---------- Information given ----------

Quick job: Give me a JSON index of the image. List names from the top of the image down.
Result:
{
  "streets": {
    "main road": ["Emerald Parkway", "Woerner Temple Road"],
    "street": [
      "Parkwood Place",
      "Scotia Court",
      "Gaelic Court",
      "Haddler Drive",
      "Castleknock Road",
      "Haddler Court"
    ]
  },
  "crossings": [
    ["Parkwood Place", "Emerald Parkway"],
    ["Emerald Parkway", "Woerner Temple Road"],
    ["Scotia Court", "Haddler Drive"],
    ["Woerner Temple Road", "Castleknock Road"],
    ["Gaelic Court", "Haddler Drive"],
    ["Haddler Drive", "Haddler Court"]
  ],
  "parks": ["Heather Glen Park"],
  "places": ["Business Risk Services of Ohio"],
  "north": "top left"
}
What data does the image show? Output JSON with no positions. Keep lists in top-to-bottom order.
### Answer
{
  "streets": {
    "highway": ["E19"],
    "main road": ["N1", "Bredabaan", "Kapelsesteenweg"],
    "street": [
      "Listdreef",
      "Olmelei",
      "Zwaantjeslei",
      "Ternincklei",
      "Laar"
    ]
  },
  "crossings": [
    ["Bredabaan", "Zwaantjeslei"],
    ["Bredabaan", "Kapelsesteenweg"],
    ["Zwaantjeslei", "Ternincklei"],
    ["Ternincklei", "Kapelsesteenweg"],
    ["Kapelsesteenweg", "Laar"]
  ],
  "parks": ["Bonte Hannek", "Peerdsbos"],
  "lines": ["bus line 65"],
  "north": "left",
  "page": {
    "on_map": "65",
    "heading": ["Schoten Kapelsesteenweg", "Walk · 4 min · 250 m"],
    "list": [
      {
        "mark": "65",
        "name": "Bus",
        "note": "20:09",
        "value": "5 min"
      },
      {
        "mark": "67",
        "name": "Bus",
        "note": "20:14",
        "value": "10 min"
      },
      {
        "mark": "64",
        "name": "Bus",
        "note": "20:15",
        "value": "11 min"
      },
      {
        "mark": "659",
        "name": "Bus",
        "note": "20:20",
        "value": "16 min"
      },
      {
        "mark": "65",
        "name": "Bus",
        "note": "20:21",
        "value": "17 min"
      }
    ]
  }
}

----------

- **Your goal**: Throughout the records above, find the lines in which the word "Temple" appears and return them.

- **Answer to this task**:
    "main road": ["Emerald Parkway", "Woerner Temple Road"],
    ["Emerald Parkway", "Woerner Temple Road"],
    ["Woerner Temple Road", "Castleknock Road"],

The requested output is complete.